After this point, I wanted to find out who called .loop and .cleanup and
.loop2, etc.
So I tried callgraph function for oprofile.

I recomplied gnuradio code with
./configure --with-gprof (since this sets -pg option)

And then did
opcontrol --setup --vmlinux=my_path_to_vmlinux/vmlinux
opcontrol --start
opcontrol --reset
opcontrol --callgraph=5

run atsc example ( *.py files)

xterm -e ./interp.py seinfeld.dat &
xterm -e ./xlate.py
xterm -e ./btl-fsd.py
xterm -e ./viterbi-out.py seinfeld2.mpg

opcontrol --save=my_session_name
opcontrol --dump
opcontrol --stop
opreport -cl --demangle=smart session:my_session_name

I do get seinfeld2.mpg correctly.
But opreport does not give me any depth.
It just says every symbol calls [self]

Do you have any idea what I should do?
The machine I tried is 64bit server with 4 cores.
for which uname -a gives
Linux 2.6.18-53.1.19.el5 #1 SMP Tue Apr 22 03:01:10 EDT 2008 x86_64
x86_64
x86_64 GNU/Linux

Any suggestion will be greatly appreciated.

Thanks!

Mikie

On Fri, Jun 20, 2008 at 04:32:35PM -0400, Mikyung H. wrote:

xterm -e ./interp.py seinfeld.dat &
And I can actually play with xine.
memcpy from libc-2.5 so 3.03%
gr_freq_xlating_fir_filter_ccf 2.68%
atsc_fpll 1.8%

.loop and .loop2 are the inner loops of the SSE filter kernels.
They’ll be called from gr_fir_XXX.cc, which is called from
gr_fir_filter_XXX.cc

One of my developer branches has these unfortunate labels renamed to
something more enlightening. Those changes will eventually make it to
the trunk.

BTW, I think that you’ll find the ATSC code in the trunk is
considerably more up-to-date than that in 3.1.1. Chuck Swiger has
been working on it.

Eric

Thanks eric,
Well, yes it will be helpful to have better symbol names,
but the core problem is doing callgraph.
Is there a way that I can figure out .loop and .loop2 is called?
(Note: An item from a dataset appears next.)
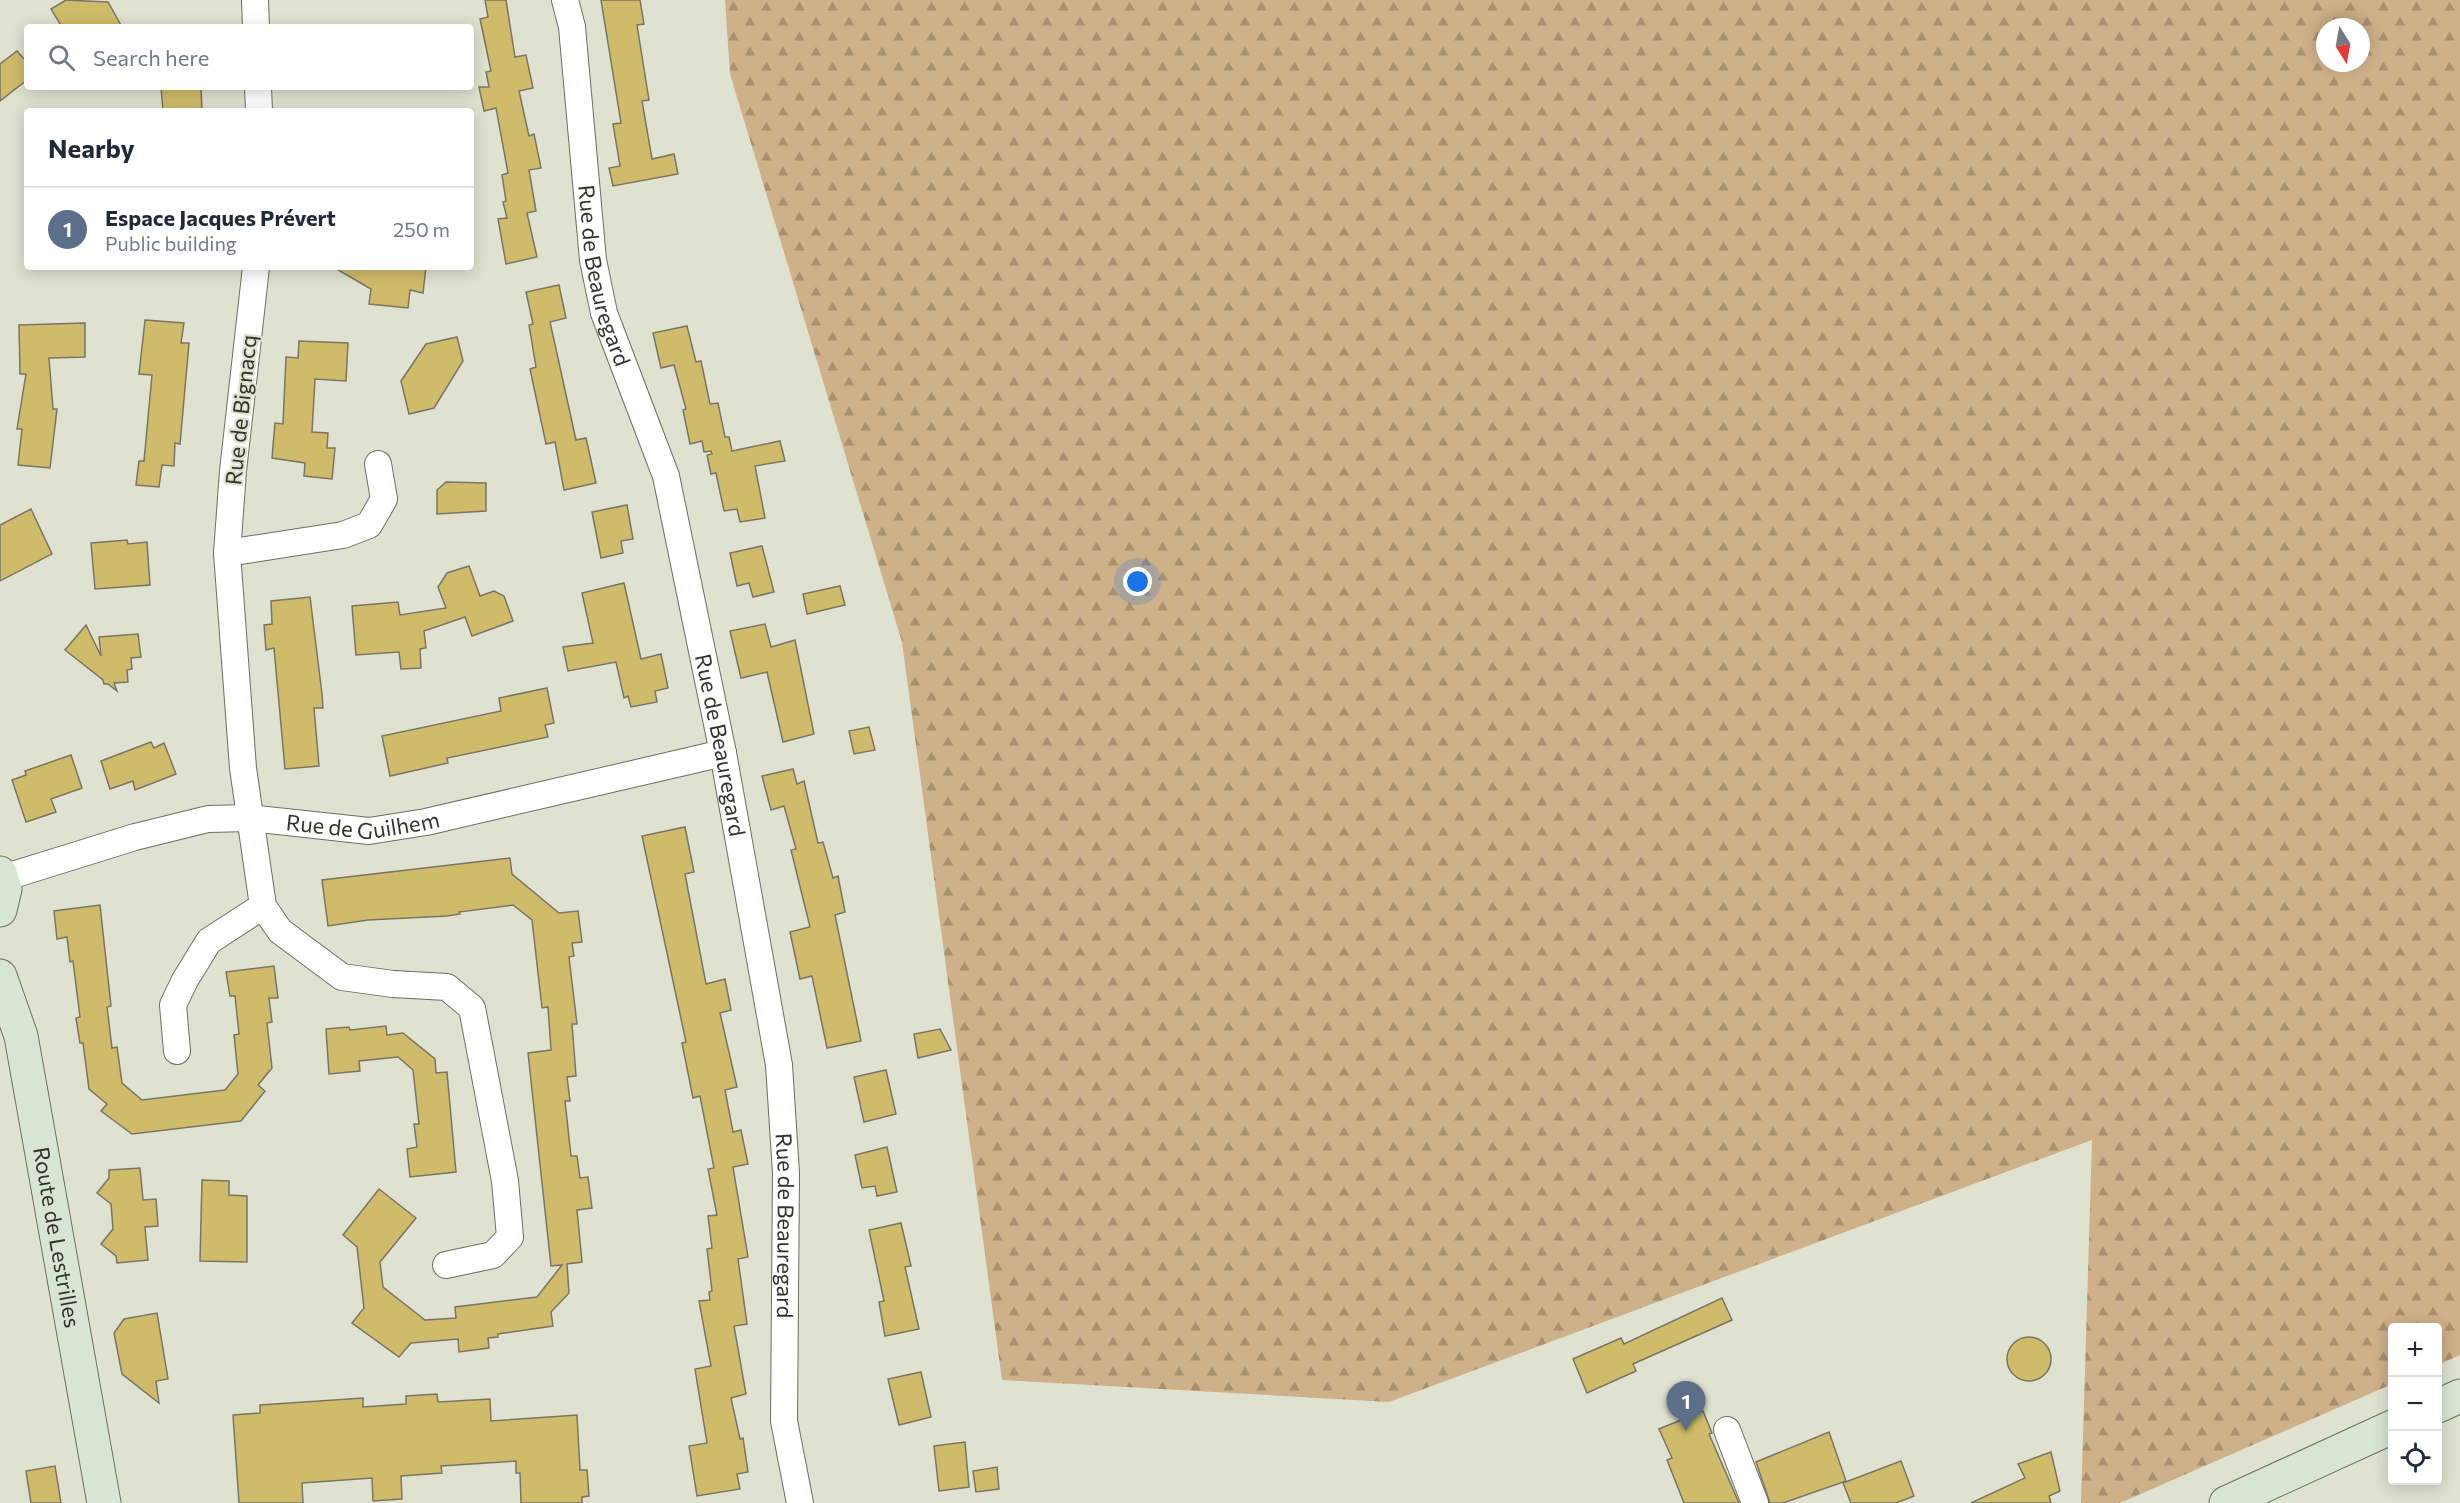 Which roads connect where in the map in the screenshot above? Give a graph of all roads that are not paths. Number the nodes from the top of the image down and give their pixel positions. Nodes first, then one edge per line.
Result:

How do I know that gr_fit_xxx.cc, gr_fir_filter_xxx.cc calls .loop and
.loop2?

Thanks!

Mikie

On Fri, Jun 20, 2008 at 06:03:51PM -0400, Mikyung H. wrote:

Thanks eric,
Well, yes it will be helpful to have better symbol names,
but the core problem is doing callgraph.
Is there a way that I can figure out .loop and .loop2 is called?

How do I know that gr_fit_xxx.cc, gr_fir_filter_xxx.cc calls .loop and
.loop2?

Thanks!
Mikie

Uhhh, because I wrote the code and told you :wink:

Additional challenges in the code you’re looking at are that there are
multiple symbols named .loop and .loop2, and that oprofile’s default
report merges them.

To find them, grep in gnuradio-core/src/lib/filter/*.S

You could also use a static analysis tool (grep would work) to find
all the potential callers. I haven’t had any success with oprofile
and the call graph, but I haven’t spend more than a few minutes with
it. If you use the gprof options, you’re going to be running
instrumented code.

I’d ask over on the oprofile mailing list. If you get an answer,
please let us know.

Eric

On Sat, Jun 21, 2008 at 11:01:22AM -0400, Charles S. wrote:

and allows the pll to run at 16MHz instead of 19.2MHz. An open question
(beyond me at the moment) is what are the optimal interpolator taps in
the bit_timing_loop for 16MHz? I’ll check in what I have

Please do this on a branch.

and people can work with the taps since they are elsewhere in
gnuradio-core. I made some taps:

static const int NTAPS = 12;
static const int NSTEPS = 128;
static const double BANDWIDTH = 0.25;

that work but that’s just ‘twiddling knobs and got a picture’ , I can’t
rigorously prove those are the best numbers :wink:

You’re still basically hosed if you leave BANDWIDTH at 0.25.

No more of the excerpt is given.